The listing below holds a line with "Convert this image" and a later line with "Dump the readable". Write out those two lines and every line between them, exactly, and nothing else.

RECORDS SUPPLIED:
════════
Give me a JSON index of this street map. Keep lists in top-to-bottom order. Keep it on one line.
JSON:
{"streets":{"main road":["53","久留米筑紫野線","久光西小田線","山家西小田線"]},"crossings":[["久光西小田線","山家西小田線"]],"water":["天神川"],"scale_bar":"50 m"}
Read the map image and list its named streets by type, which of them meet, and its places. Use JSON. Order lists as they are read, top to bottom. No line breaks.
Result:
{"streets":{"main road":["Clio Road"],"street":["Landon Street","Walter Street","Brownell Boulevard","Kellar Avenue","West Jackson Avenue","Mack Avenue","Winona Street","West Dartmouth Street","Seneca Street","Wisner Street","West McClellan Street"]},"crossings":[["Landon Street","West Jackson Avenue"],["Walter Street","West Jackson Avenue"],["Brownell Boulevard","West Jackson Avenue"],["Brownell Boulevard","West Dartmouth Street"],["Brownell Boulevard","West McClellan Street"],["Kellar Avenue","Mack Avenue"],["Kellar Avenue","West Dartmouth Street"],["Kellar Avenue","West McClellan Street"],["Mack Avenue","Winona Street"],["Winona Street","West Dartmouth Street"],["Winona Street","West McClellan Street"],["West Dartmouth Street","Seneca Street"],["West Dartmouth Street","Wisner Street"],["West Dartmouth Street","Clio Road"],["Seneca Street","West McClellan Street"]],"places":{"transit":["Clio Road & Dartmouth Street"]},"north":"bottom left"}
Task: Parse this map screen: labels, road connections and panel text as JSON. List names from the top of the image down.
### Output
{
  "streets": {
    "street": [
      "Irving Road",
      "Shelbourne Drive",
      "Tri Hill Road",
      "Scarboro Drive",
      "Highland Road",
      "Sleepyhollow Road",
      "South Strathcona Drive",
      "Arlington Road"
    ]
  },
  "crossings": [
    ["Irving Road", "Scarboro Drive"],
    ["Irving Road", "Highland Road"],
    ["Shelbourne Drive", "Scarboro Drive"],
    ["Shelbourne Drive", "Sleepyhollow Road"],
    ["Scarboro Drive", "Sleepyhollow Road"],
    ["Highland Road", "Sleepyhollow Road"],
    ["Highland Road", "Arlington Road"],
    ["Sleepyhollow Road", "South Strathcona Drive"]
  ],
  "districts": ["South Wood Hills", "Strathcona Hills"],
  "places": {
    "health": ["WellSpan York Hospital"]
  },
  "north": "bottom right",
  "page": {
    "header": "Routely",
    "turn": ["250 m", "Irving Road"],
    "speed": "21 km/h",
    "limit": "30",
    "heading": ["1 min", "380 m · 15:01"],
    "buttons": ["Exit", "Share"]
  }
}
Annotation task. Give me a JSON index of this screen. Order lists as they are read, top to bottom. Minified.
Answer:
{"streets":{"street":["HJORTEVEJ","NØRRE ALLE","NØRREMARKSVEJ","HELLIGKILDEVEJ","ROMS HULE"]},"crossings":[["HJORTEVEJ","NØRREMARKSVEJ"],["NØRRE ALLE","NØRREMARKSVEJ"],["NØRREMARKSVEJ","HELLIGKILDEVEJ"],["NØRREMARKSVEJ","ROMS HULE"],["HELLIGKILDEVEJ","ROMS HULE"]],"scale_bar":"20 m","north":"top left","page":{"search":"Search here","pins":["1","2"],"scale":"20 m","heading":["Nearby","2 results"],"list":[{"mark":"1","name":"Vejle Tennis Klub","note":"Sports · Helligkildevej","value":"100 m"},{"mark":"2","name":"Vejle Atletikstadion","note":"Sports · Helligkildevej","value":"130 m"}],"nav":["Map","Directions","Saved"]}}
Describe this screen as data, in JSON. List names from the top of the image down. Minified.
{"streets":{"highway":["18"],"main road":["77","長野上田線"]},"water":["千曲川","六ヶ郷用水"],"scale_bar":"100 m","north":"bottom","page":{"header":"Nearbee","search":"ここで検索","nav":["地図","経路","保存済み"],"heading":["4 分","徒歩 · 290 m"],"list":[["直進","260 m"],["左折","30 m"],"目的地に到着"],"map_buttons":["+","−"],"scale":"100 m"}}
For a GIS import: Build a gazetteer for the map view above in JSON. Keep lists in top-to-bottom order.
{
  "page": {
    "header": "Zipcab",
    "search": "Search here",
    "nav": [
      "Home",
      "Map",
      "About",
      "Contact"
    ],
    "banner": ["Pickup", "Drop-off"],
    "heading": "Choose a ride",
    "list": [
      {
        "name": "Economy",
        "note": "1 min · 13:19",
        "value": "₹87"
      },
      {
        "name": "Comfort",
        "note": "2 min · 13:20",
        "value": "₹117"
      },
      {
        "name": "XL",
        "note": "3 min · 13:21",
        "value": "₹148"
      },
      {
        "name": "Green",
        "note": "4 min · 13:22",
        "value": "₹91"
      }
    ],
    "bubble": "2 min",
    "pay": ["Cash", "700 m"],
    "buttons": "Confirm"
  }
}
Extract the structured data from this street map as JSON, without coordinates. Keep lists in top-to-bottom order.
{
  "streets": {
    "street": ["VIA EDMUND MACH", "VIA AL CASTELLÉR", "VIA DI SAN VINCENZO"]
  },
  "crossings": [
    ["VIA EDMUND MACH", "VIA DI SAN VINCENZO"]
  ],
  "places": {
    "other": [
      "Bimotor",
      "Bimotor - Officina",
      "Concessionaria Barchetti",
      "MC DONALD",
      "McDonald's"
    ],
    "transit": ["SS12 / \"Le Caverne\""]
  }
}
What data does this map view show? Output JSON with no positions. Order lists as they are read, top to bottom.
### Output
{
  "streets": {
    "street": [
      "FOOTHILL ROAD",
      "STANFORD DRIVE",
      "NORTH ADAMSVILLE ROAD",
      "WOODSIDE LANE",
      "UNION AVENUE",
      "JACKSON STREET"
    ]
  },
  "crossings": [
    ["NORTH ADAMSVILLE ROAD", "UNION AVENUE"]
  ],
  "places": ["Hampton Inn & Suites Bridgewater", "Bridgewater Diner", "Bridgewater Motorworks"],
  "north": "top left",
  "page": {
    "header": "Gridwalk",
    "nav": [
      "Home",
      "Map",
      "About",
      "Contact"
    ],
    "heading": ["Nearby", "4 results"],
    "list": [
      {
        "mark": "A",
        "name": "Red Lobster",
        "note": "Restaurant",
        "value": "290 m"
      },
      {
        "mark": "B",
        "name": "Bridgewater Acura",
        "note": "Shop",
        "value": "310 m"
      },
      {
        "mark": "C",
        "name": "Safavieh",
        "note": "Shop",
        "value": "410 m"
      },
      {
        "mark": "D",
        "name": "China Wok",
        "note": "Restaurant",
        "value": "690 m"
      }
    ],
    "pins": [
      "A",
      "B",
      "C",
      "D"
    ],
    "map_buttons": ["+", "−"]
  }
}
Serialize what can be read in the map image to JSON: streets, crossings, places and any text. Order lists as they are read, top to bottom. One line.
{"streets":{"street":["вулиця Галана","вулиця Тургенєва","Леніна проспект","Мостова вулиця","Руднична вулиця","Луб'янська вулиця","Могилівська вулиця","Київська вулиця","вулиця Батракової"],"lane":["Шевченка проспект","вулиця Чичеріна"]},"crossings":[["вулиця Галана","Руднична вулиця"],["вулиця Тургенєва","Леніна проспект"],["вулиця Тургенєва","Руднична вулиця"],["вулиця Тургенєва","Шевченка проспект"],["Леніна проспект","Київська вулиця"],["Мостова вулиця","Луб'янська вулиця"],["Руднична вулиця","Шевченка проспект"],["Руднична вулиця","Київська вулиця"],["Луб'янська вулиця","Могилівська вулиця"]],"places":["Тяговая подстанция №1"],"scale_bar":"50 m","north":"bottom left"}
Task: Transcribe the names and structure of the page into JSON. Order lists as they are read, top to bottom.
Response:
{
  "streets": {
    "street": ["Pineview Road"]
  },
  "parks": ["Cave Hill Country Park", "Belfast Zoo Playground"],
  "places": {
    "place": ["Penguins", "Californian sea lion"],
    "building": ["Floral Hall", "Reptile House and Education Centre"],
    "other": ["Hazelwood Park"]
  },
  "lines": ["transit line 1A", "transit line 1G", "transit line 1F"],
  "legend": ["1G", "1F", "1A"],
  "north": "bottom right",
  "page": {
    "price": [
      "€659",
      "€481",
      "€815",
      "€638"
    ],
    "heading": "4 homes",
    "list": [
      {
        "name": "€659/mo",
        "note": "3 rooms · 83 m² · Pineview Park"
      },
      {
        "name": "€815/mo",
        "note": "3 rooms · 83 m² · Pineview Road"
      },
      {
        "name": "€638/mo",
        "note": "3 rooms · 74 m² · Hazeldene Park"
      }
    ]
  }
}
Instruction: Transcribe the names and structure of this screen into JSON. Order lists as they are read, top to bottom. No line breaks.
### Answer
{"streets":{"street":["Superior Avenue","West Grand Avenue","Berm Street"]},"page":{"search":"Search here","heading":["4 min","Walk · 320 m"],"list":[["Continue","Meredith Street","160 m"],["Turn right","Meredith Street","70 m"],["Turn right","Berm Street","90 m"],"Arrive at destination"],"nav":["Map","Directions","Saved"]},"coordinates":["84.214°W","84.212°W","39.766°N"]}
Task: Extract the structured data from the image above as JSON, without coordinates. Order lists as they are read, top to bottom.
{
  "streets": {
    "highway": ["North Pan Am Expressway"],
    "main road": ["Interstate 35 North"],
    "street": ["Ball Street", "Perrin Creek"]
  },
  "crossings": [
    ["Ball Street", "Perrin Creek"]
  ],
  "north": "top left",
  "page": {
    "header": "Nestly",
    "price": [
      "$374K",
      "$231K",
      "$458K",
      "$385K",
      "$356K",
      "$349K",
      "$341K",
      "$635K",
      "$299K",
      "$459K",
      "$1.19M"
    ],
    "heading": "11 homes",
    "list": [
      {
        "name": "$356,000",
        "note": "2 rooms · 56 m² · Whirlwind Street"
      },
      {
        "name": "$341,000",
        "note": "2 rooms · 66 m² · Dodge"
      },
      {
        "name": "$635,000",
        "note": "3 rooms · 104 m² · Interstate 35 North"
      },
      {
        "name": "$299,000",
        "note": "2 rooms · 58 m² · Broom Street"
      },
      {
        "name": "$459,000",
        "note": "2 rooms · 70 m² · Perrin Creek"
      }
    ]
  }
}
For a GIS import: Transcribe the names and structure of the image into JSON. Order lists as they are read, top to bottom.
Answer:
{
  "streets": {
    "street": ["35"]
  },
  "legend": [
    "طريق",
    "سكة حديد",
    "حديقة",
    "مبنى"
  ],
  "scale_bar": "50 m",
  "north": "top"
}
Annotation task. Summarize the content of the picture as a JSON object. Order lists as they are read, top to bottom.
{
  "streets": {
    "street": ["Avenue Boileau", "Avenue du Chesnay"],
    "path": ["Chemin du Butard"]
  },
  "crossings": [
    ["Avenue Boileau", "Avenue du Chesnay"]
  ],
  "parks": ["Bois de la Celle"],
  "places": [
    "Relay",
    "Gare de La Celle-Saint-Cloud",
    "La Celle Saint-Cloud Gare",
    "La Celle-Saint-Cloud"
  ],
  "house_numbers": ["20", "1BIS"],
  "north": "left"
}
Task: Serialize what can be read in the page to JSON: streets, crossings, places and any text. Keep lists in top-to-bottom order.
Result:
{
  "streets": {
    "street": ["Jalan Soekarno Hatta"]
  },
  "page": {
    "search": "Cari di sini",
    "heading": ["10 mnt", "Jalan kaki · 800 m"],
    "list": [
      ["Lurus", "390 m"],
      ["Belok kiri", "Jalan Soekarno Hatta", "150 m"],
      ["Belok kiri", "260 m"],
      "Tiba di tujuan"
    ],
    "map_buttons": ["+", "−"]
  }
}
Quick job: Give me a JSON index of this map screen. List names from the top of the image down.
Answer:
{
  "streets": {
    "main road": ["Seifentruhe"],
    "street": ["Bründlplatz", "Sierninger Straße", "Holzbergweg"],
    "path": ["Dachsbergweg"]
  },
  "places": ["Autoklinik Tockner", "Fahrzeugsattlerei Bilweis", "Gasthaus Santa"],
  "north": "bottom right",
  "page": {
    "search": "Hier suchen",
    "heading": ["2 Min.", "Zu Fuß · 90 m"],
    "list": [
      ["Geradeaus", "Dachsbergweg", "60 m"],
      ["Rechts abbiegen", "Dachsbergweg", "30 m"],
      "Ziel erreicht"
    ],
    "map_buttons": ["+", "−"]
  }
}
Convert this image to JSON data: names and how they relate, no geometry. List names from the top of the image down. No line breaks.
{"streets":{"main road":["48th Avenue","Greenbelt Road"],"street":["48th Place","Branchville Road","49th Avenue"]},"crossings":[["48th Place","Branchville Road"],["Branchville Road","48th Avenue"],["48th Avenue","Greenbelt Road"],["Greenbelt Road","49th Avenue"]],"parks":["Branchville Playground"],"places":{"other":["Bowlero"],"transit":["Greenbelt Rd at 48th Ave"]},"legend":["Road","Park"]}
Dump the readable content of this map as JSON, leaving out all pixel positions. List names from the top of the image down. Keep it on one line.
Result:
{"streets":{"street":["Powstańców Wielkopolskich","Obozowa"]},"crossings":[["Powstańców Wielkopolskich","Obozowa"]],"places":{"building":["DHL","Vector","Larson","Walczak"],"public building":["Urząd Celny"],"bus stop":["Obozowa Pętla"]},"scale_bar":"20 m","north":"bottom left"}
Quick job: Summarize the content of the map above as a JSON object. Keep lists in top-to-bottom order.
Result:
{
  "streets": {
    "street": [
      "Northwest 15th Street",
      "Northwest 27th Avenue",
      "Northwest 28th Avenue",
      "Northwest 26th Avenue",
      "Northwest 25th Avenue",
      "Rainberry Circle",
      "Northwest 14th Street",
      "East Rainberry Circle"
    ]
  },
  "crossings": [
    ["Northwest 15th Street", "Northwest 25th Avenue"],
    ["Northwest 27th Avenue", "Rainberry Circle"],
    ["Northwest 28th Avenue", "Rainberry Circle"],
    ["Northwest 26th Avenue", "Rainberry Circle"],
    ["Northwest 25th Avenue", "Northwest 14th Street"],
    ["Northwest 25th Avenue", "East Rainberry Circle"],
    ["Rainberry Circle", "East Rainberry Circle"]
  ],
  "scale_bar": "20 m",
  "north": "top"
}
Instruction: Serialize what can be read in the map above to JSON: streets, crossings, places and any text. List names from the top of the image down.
════════
OUTPUT OF THE EXERCISE:
Convert this image to JSON data: names and how they relate, no geometry. List names from the top of the image down. No line breaks.
{"streets":{"main road":["48th Avenue","Greenbelt Road"],"street":["48th Place","Branchville Road","49th Avenue"]},"crossings":[["48th Place","Branchville Road"],["Branchville Road","48th Avenue"],["48th Avenue","Greenbelt Road"],["Greenbelt Road","49th Avenue"]],"parks":["Branchville Playground"],"places":{"other":["Bowlero"],"transit":["Greenbelt Rd at 48th Ave"]},"legend":["Road","Park"]}
Dump the readable content of this map as JSON, leaving out all pixel positions. List names from the top of the image down. Keep it on one line.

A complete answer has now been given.